[Collected data entries]

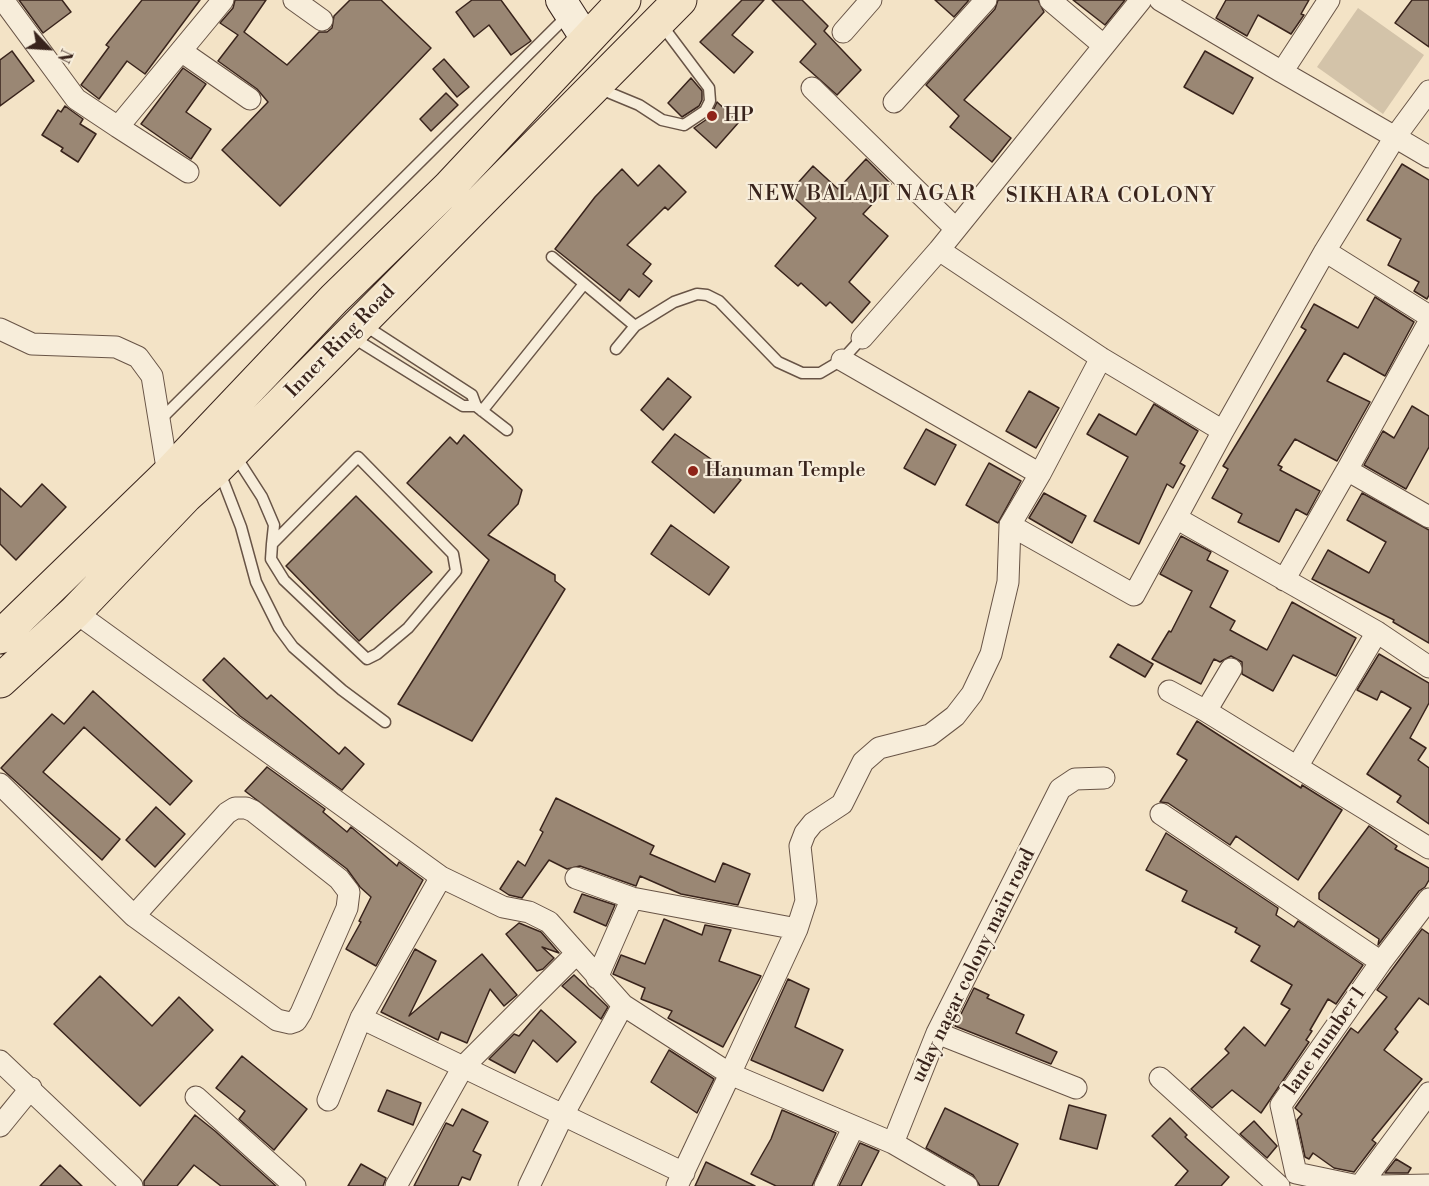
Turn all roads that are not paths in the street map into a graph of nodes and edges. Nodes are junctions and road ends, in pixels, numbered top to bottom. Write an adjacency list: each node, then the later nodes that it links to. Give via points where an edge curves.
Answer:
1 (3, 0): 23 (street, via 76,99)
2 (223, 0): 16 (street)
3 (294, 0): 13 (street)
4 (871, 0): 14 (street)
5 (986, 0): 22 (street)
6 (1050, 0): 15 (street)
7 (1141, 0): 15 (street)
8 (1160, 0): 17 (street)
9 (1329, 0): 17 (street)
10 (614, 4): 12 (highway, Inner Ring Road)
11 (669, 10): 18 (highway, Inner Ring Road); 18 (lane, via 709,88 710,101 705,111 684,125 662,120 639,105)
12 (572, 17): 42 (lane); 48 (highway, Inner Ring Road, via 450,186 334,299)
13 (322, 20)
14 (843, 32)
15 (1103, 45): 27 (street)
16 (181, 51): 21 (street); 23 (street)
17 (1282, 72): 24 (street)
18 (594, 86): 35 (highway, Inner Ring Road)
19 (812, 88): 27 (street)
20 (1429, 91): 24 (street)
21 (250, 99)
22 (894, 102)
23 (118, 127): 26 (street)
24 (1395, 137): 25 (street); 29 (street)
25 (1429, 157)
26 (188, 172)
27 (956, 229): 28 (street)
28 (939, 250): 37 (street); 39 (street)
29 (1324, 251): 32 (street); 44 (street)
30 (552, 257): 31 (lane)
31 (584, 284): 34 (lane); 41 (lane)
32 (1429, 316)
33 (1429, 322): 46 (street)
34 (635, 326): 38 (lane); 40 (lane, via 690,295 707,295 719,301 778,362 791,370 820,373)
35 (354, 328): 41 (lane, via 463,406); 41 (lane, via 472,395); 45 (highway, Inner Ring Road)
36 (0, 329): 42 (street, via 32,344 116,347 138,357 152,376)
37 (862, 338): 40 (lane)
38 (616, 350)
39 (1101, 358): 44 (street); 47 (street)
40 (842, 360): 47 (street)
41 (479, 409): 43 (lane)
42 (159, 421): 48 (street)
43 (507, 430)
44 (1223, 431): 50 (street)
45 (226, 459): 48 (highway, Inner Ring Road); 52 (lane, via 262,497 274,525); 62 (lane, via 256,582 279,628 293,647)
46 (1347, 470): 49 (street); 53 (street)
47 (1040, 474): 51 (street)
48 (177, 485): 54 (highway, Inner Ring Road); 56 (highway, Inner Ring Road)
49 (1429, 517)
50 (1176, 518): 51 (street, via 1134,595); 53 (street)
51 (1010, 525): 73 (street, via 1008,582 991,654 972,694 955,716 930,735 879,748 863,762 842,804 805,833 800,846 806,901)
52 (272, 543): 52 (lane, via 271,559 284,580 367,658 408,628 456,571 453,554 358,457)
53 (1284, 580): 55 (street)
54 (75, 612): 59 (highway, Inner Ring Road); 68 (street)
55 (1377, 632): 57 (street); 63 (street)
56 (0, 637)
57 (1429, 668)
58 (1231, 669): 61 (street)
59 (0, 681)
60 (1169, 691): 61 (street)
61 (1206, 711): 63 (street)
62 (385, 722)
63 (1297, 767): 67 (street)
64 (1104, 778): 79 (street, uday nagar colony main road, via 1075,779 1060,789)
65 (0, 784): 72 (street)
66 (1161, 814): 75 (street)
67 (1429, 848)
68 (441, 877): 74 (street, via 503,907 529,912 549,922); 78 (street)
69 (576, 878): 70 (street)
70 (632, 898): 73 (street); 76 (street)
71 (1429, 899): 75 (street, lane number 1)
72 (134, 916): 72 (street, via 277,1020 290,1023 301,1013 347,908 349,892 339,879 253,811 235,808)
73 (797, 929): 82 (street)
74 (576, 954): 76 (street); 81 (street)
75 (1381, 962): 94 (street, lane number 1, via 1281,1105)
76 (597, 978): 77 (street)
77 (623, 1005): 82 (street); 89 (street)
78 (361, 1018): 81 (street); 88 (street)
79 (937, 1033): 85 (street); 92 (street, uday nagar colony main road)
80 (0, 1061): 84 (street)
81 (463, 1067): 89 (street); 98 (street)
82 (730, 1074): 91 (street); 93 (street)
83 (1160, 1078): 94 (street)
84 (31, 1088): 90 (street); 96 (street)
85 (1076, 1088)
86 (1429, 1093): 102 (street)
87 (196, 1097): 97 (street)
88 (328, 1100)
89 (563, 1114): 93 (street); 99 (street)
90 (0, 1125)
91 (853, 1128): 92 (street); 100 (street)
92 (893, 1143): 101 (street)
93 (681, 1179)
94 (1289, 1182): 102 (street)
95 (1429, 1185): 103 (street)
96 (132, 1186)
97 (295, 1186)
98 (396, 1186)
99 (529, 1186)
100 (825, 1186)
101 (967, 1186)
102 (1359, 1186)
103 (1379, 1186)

--

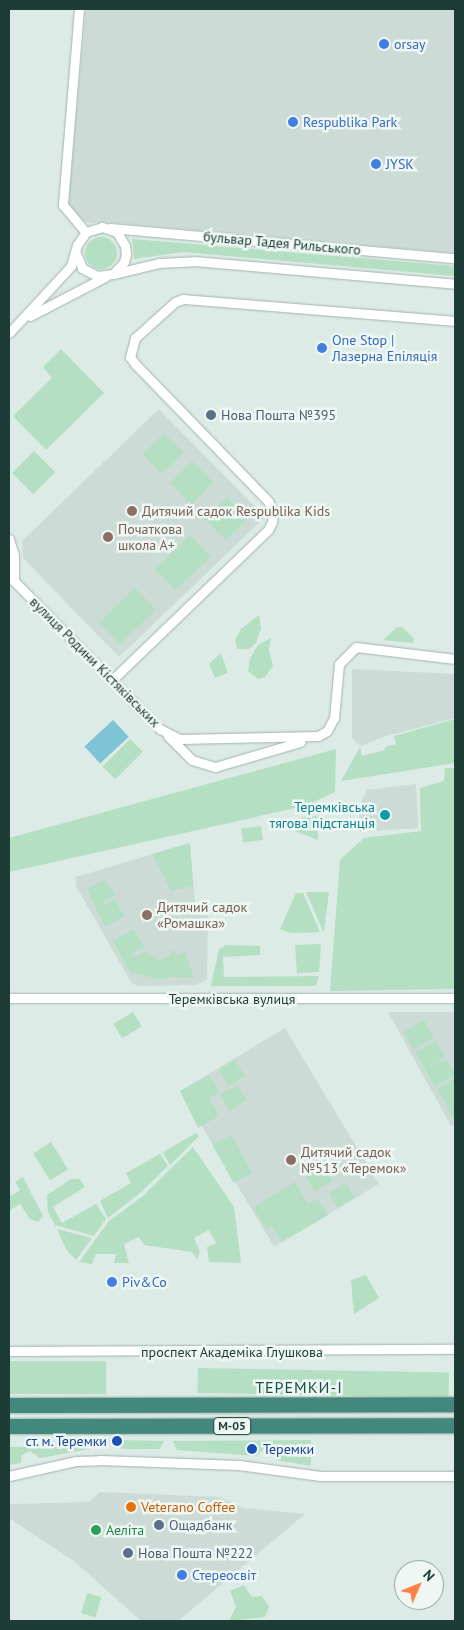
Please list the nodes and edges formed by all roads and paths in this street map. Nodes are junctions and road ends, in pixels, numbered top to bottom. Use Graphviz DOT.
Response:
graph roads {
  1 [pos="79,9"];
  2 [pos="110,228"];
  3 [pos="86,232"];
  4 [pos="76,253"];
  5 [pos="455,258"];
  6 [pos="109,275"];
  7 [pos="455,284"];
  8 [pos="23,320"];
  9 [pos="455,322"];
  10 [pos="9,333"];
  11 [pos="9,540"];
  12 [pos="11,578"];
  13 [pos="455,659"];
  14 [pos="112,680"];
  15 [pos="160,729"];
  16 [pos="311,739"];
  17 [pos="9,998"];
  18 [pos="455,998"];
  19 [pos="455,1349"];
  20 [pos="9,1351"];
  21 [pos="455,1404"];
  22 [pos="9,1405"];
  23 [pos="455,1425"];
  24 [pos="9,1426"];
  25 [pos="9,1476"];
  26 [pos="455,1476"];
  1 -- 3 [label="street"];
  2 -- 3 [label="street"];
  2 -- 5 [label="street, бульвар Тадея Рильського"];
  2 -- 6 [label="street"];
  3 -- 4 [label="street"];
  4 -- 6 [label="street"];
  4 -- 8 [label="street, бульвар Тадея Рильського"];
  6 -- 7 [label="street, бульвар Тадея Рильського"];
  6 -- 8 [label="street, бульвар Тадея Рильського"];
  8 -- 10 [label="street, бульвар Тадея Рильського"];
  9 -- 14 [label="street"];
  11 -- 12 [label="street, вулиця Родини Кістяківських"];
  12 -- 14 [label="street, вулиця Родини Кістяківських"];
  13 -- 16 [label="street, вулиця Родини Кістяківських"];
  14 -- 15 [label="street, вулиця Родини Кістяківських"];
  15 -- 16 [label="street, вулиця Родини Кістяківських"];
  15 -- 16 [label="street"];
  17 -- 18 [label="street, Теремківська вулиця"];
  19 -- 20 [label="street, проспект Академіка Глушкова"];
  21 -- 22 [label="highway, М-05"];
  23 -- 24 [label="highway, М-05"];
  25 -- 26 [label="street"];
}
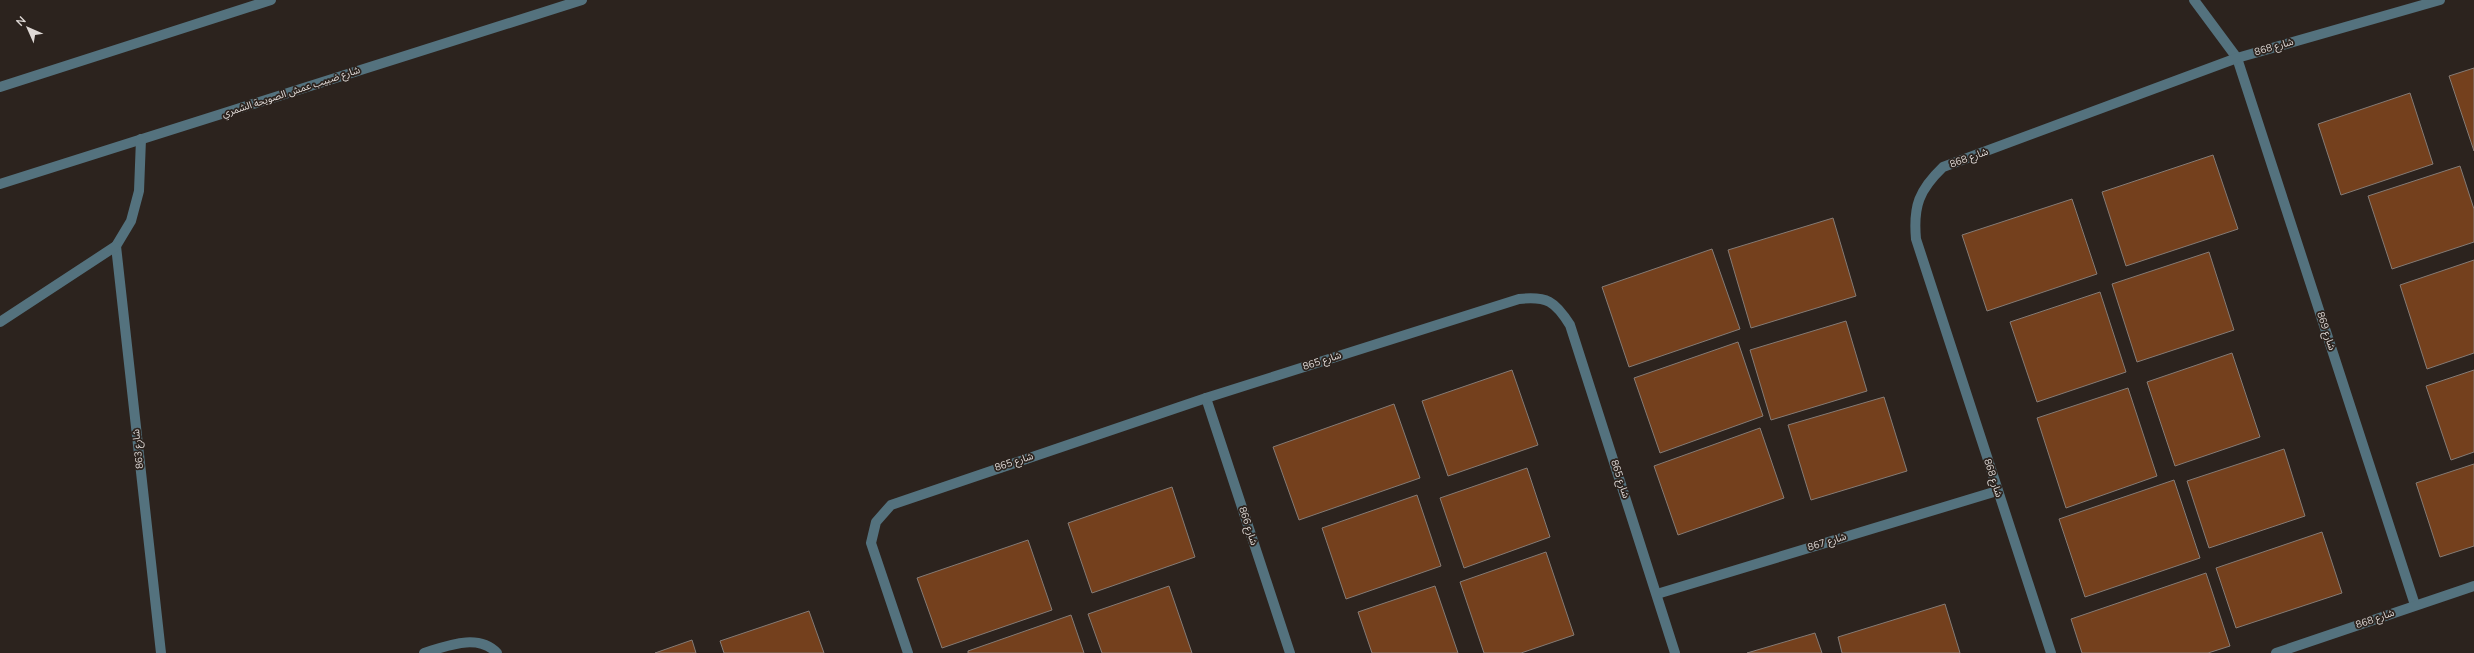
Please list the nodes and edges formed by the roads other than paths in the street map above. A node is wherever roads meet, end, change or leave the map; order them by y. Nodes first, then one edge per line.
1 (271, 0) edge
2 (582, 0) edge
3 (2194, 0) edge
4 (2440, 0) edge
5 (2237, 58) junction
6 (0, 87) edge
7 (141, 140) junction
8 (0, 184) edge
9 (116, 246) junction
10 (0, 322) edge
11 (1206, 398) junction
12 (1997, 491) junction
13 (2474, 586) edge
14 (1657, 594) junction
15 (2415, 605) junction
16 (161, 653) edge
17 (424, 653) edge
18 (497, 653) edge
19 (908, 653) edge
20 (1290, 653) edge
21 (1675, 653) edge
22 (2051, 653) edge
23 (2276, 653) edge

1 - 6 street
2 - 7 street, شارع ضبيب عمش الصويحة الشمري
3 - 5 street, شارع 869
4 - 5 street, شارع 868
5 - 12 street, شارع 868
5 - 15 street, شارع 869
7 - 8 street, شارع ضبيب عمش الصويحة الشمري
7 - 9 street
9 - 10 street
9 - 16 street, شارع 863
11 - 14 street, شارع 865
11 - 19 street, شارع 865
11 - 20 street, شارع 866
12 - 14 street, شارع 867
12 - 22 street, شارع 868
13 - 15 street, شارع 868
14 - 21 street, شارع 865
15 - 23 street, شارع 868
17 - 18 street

## What is being asked
Whenever a line of the data above holds the word "colony", it counts once; report the total number of such lines and nothing more.

## Task result
2